Twenty years later, both Karen and her mother, Mina, have benefited from multiple NAMI programs. Both also continue to give back to the organization as volunteers. We talked with them last week about why they feel NAMI is so worthy of support.
Why We Support NAMI Colorado Springs
Mina, on her first NAMI experience: It was a support group for people with someone in their family with a mental illness. These were parents, spouses, siblings. And what I really liked about it is that when you feel like you cannot do anything for this person – who’s an adult and refuses to acknowledge that there’s something wrong – you realize there are many others like you. Many other parents and many other people in the community are going through the same.
Karen, on what held her back: I didn’t seek help for so long, and I went through a terrible ordeal, because of the stigma. I knew that I would get kicked out of the military if I was mentally ill, and I knew that I would lose a lot of friends.
Karen, on connecting with a NAMI support group after her diagnosis: It was good to be able to vent, and it was just a really good experience. The people there are very high-functioning, the ones who go to support groups, and they give you a lot of good suggestions about what you can do if you’re feeling like this or you’re feeling like that.

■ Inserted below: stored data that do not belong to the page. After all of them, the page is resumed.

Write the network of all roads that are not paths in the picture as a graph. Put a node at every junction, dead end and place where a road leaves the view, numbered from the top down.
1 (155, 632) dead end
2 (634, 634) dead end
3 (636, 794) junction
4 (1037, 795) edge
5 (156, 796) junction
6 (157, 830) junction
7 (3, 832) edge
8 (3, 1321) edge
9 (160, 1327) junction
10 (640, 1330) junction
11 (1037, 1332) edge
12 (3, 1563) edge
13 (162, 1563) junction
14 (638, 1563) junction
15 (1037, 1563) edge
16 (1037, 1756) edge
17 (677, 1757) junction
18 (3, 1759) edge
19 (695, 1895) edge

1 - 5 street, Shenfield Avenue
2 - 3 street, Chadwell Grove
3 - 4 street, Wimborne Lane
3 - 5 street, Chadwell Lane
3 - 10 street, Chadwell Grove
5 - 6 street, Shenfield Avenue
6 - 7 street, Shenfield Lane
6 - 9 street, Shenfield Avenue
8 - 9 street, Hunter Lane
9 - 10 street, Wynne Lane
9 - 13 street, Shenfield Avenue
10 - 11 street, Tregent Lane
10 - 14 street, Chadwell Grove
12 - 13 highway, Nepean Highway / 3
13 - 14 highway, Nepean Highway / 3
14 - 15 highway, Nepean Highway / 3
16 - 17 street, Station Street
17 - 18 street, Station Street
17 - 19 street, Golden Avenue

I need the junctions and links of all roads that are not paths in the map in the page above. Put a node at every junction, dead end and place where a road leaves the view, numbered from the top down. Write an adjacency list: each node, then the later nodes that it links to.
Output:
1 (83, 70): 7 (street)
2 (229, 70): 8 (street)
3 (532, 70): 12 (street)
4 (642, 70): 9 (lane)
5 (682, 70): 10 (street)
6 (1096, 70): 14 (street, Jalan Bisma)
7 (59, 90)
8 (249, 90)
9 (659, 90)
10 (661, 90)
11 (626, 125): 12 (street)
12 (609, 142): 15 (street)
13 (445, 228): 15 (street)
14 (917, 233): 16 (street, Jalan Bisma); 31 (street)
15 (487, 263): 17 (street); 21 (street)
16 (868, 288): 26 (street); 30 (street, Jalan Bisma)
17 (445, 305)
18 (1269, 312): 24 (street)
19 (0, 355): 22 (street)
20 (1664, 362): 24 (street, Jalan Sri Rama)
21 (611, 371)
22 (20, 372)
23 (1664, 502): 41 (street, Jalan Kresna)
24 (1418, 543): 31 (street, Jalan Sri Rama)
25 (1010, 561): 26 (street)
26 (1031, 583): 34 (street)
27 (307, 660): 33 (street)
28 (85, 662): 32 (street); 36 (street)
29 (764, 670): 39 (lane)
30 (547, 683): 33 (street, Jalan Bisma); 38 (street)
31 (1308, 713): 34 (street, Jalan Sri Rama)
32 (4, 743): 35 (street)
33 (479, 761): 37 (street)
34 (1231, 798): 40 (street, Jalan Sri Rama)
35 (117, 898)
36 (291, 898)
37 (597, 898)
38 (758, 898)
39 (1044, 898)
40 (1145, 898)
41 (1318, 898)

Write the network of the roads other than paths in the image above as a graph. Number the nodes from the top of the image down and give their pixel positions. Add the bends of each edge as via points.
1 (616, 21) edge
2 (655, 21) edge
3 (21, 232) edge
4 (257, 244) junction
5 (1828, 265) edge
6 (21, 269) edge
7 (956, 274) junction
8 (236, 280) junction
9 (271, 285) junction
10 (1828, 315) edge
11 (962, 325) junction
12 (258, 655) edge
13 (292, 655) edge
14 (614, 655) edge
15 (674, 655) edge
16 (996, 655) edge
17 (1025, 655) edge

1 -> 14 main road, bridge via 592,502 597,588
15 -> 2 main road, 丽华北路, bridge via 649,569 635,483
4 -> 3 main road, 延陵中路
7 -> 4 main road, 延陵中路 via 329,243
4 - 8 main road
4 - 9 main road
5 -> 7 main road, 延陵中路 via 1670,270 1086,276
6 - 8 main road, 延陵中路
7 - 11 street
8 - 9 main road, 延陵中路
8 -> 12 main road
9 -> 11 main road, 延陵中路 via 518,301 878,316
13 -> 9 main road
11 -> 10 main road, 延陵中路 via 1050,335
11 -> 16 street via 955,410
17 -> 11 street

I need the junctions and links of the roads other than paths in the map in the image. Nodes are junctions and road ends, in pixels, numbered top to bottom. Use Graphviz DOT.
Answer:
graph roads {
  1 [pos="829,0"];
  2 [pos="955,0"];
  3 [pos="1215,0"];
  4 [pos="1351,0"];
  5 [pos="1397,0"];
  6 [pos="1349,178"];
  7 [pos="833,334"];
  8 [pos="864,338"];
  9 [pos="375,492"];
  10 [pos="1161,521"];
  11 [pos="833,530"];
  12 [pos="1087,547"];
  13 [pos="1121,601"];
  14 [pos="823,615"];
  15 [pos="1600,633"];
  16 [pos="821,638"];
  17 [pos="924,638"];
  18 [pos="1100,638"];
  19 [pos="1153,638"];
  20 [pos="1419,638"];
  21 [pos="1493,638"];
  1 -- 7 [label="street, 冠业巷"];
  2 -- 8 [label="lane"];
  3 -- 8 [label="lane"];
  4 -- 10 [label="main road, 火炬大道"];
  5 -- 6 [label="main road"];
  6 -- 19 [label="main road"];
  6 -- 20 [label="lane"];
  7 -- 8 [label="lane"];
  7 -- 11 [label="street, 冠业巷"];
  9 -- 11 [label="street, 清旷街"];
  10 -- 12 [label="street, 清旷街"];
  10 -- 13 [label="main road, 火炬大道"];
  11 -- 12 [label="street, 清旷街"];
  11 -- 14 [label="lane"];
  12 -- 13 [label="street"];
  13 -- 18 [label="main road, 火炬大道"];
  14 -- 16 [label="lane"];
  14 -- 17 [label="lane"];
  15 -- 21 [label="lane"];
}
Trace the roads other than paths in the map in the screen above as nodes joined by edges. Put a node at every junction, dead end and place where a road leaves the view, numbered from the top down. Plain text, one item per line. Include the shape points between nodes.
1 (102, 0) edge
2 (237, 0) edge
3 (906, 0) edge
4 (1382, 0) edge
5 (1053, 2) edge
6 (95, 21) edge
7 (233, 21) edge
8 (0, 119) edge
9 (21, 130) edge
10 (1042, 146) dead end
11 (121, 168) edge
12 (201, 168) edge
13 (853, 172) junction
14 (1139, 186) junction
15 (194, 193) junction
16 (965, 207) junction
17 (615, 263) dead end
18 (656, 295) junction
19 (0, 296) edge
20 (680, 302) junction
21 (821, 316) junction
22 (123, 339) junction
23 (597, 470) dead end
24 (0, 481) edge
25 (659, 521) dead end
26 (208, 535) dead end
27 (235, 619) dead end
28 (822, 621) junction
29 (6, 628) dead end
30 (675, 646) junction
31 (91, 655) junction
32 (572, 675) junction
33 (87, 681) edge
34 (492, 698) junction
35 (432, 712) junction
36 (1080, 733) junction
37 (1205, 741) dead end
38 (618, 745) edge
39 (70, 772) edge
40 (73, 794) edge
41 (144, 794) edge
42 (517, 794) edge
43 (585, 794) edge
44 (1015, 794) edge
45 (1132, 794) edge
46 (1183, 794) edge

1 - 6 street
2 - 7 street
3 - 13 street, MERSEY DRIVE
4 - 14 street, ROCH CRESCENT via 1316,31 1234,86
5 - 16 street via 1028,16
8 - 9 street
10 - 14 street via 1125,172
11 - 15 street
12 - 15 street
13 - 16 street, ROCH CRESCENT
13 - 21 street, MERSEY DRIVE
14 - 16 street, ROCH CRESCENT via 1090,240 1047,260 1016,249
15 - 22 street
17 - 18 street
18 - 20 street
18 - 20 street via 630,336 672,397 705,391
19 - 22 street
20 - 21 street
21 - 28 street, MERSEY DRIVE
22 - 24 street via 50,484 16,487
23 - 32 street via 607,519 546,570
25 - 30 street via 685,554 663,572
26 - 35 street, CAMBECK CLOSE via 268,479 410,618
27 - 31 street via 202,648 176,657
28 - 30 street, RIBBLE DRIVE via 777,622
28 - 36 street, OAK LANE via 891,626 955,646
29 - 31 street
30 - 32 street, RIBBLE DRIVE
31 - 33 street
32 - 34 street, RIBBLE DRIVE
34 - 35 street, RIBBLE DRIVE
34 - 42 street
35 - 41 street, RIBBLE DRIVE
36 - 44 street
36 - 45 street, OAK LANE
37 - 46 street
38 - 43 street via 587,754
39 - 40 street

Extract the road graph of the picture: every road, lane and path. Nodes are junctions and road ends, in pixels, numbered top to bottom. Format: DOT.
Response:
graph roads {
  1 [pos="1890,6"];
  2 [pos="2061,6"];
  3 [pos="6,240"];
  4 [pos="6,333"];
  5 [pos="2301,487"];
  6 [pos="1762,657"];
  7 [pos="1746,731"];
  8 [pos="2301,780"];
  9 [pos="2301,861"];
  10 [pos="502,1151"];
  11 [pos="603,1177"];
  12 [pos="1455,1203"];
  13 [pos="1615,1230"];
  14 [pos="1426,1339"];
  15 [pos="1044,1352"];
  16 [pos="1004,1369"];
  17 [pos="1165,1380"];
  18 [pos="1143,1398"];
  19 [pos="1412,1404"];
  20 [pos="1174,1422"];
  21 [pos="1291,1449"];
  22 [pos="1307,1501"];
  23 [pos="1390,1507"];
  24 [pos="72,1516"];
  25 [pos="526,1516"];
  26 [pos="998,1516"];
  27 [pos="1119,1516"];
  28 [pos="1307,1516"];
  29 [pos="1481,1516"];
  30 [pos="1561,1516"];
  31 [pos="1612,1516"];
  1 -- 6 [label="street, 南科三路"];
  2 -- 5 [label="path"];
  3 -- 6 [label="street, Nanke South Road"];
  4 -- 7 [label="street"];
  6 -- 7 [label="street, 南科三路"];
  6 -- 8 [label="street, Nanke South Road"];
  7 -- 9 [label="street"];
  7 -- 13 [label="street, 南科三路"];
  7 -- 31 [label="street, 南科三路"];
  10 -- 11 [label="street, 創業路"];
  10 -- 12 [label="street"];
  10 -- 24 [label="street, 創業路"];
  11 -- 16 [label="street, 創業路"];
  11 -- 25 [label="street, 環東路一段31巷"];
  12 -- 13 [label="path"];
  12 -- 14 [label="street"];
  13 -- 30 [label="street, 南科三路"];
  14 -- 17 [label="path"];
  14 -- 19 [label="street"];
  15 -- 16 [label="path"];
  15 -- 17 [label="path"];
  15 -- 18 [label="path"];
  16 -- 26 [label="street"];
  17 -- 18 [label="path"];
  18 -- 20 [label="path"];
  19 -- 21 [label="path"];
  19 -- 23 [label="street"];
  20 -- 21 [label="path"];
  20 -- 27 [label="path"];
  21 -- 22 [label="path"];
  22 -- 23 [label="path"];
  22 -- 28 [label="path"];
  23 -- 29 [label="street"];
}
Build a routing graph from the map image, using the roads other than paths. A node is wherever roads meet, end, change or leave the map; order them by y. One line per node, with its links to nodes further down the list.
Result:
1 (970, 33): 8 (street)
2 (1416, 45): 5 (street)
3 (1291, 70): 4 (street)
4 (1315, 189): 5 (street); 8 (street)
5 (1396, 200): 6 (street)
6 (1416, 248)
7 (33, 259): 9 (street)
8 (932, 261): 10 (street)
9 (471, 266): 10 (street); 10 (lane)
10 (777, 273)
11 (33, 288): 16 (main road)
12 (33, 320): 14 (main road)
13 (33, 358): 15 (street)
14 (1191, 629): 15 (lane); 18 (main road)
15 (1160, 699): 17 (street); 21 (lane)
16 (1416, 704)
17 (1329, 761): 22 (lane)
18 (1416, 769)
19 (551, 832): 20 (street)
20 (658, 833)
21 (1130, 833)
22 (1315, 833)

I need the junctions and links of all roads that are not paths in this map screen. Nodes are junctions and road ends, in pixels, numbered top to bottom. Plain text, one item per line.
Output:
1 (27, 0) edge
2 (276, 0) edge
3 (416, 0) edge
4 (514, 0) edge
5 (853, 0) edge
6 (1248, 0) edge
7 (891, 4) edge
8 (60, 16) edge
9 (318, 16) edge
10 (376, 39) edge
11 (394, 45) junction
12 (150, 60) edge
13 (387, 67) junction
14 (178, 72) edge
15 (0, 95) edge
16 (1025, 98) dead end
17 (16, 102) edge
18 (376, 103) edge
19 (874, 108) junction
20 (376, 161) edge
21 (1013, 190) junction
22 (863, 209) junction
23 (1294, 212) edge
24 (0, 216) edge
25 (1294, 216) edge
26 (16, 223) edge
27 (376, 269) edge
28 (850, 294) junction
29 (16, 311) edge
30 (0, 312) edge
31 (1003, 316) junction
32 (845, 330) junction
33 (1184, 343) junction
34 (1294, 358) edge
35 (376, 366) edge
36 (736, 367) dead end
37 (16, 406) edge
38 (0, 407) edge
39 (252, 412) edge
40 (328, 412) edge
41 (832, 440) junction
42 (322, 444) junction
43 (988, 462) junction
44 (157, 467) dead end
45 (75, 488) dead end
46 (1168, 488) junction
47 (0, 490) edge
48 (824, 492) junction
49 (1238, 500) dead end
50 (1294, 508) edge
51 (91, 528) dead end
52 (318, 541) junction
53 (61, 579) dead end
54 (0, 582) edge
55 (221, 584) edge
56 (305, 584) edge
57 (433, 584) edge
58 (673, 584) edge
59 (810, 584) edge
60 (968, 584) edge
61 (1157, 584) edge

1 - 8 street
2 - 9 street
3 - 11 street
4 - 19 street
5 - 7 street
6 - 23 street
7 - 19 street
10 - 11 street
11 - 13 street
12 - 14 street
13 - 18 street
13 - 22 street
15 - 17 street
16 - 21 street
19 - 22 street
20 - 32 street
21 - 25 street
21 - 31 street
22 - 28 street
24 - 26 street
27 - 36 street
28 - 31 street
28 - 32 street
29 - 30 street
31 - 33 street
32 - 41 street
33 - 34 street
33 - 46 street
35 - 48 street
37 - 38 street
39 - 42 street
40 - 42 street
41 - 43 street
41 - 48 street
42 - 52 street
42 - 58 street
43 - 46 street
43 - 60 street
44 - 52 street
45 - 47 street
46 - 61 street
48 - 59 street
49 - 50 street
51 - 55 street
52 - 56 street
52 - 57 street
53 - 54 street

Mina, on Karen’s growth since then: Because of NAMI, I think, she’s learned to understand her illness. She has no problems with her medication. She’s accepted the fact that this is what is, and I think that’s what’s been the big difference in her.
Mina, on what advice she would give those who have recently had a family member diagnosed with a mental illness: First of all: Find out everything that you can about that illness. Then: Do it through NAMI. You’ve got the Family-to-Family, you’ve got the Peer-to-Peer, you’ve got the support groups. I also think it is very important to get involved in NAMI. Volunteer and do some kind of work at NAMI. I find that NAMI is like a family. We understand each other. We feel the same pain. And I think that helps.
Mina, on watching her daughter volunteer: When we get these calls from a desperate parent or a spouse or someone else and Karen answers, she’s able to relate. “I know the pain, I know what you’re going through.” And it just kind of gives the caller a feeling of understanding.
Karen, on NAMI’s ultimate gift: I think it really gives people hope that there is something called recovery, and that you can be functional even with a mental illness.